Khronos Public Bugzilla
Bug 358 - CL_BUILD_PROGRAM_FAILURE while building simple program
CL_BUILD_PROGRAM_FAILURE while building simple program
Status: NEW
Product: OpenCL
Classification: Unclassified
Component: Sample Implementation
1.0
PC Mac OS
: P3 normal
: ---
Assigned To: Neil Trevett
OpenCL Working Group
:
Depends on:
Blocks:
  Show dependency treegraph
 
Reported: 2010-09-15 23:58 PDT by Bogdan Opanchuk
Modified: 2010-09-15 23:58 PDT (History)
0 users

See Also:


Attachments
C program which reproduces the bug (4.47 KB, application/octet-stream)
2010-09-15 23:58 PDT, Bogdan Opanchuk
Details

Note You need to log in before you can comment on or make changes to this bug.
Description Bogdan Opanchuk 2010-09-15 23:58:03 PDT
Created attachment 53 [details]
C program which reproduces the bug

Environment: iMac 2009, OSX 10.6.4, ATI Radeon 4670, OpenCL 1.0
While building the program (see below) with clBuildProgram(), I get CL_BUILD_PROGRAM_FAILURE error, and the build log is empty. If one removes any string (or the definition of the blank function), bug disappears. Moreover, the same program builds successfully on MacBook 2009, OSX 10.6.4, GF9600.

Full text of C program which creates context and builds CL program is attached.
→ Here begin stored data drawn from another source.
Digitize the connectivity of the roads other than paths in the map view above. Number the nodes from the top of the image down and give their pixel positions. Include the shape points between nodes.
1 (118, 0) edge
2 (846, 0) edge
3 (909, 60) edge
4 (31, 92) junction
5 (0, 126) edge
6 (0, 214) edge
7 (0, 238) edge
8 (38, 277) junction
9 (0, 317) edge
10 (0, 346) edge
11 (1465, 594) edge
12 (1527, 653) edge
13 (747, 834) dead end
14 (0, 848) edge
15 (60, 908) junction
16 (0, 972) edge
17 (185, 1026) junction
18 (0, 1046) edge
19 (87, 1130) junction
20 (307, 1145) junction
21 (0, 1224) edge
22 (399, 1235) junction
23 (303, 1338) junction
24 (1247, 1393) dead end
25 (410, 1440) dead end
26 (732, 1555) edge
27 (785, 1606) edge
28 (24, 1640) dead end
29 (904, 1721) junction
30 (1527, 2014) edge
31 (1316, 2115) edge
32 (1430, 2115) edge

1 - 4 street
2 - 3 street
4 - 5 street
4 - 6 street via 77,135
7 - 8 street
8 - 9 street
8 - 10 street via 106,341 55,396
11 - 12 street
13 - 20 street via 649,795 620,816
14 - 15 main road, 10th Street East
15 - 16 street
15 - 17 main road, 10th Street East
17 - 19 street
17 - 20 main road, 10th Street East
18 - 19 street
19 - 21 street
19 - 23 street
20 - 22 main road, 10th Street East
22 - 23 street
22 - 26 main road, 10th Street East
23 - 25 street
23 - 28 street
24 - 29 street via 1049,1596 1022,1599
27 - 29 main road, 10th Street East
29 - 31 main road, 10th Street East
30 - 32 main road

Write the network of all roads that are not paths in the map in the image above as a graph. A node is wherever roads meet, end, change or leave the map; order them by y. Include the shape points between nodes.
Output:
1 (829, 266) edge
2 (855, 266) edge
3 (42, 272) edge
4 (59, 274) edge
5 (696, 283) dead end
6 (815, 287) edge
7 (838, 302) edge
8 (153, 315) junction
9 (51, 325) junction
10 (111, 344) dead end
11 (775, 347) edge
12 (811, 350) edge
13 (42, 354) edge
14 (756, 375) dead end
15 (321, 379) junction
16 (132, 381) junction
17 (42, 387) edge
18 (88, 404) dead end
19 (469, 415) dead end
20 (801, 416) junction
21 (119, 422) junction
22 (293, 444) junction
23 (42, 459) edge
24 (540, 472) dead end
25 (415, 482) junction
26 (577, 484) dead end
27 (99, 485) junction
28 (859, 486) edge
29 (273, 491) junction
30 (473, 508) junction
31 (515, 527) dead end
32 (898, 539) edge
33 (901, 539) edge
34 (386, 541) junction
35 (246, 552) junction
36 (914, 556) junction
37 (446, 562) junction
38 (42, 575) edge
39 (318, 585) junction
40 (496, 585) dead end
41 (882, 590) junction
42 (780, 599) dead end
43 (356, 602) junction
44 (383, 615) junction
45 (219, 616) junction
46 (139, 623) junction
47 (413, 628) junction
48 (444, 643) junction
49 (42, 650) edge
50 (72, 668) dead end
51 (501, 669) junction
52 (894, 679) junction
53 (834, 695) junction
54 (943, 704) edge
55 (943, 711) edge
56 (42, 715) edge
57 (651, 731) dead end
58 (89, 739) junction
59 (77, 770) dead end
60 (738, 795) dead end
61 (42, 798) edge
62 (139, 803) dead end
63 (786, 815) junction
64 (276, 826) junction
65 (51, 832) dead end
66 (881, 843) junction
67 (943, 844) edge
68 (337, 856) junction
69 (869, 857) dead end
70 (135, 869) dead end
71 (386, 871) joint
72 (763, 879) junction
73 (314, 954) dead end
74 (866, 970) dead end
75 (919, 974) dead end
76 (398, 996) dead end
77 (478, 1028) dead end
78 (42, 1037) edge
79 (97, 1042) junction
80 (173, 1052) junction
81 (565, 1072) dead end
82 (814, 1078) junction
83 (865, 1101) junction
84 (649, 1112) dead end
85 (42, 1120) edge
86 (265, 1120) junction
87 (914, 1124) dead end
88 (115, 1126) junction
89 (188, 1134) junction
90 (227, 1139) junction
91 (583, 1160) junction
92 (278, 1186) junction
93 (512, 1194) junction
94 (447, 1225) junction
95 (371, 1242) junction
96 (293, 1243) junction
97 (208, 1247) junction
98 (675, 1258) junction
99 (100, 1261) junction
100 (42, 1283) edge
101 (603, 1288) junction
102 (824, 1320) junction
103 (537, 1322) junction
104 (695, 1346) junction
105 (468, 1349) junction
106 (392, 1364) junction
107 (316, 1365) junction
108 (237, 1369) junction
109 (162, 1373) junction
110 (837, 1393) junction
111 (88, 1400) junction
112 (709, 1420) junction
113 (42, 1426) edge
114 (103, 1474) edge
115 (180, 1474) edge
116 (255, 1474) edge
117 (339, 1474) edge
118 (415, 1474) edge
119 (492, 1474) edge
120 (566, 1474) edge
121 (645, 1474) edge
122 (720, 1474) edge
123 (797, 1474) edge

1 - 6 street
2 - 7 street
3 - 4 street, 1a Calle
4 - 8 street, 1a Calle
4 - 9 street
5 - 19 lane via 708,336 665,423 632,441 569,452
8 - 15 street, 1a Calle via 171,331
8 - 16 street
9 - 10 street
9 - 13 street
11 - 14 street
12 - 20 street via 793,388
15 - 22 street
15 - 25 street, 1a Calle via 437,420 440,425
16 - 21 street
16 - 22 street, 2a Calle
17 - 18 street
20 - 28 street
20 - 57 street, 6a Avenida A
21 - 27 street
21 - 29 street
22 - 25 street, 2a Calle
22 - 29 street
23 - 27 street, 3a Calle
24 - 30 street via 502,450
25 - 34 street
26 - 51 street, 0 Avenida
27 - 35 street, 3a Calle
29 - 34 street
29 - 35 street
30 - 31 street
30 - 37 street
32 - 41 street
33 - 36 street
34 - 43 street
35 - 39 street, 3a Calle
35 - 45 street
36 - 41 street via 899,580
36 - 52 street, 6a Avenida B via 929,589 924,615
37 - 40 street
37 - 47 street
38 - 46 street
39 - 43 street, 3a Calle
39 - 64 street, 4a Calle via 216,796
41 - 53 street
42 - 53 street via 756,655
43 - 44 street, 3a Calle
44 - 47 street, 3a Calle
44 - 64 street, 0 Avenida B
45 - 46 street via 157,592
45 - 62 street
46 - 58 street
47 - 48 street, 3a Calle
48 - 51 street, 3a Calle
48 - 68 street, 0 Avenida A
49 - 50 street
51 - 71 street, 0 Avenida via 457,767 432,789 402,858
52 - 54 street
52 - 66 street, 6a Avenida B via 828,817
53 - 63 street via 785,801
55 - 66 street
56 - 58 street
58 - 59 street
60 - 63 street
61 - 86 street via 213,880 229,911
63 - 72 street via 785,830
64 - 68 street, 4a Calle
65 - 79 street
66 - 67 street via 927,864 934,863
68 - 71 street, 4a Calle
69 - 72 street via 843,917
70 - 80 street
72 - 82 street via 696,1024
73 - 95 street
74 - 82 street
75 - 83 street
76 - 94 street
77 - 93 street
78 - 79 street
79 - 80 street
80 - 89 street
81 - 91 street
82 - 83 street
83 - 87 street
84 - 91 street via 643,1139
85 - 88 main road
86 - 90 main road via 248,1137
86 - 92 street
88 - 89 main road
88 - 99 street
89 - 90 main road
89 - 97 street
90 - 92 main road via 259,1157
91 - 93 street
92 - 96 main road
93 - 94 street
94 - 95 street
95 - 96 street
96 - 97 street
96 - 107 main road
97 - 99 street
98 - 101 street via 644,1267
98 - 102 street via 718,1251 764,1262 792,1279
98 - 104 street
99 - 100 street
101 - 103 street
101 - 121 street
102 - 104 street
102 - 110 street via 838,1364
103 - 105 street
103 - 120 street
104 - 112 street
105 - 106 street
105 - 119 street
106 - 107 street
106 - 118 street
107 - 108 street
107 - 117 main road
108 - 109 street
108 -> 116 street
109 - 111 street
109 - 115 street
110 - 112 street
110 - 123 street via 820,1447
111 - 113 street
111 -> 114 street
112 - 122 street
I get the following output:
$ ./test
Failed to build program; error -11
FFT program build log on device Radeon HD 4670:

The CL program in question:

__kernel void fftInv(__global float *in)
{
   __local float smem[768];
   size_t smem_store_index, smem_load_index;
   float2 a[8] = {0, 0, 0, 0, 0, 0, 0, 0, 0, 0, 0, 0, 0, 0, 0, 0};
   int thread_id = get_local_id(0);
   int blocks_num = get_num_groups(0);
   int jj = thread_id >> 4;
   smem_store_index = jj;

   a[0] = in[0];
   a[1] = in[64];
   a[2] = in[128];
   a[3] = in[192];
   a[4] = in[256];
   a[5] = in[320];

   smem_load_index = thread_id;

   a[0].x = smem[smem_load_index + 0];
   a[1].x = smem[smem_load_index + 1];
   a[2].x = smem[smem_load_index + 6];
   a[3].x = smem[smem_load_index + 7];
   a[4].x = smem[smem_load_index + 12];
   a[5].x = smem[smem_load_index + 13];
   a[6].x = smem[smem_load_index + 18];
   a[7].x = smem[smem_load_index + 19];

   barrier(CLK_LOCAL_MEM_FENCE);

   smem[smem_store_index + 0] = a[0].y;
   smem[smem_store_index + 3] = a[1].y;
   smem[smem_store_index + 6] = a[2].y;
   smem[smem_store_index + 9] = a[3].y;
   smem[smem_store_index + 12] = a[4].y;
   smem[smem_store_index + 15] = a[5].y;
   smem[smem_store_index + 18] = a[6].y;
   smem[smem_store_index + 21] = a[7].y;

   barrier(CLK_LOCAL_MEM_FENCE);

   smem[smem_load_index + 0] = a[0].x;
   smem[smem_load_index + 2] = a[2].x;
   smem[smem_load_index + 4] = a[4].x;
   smem[smem_load_index + 6] = a[6].x;
   smem[smem_load_index + 8] = a[1].x;
   smem[smem_load_index + 10] = a[3].x;
   smem[smem_load_index + 12] = a[5].x;
   smem[smem_load_index + 14] = a[7].x;
}

__kernel void fftFwd(__global float2 *in, __global float2 *out, int S)\
{

}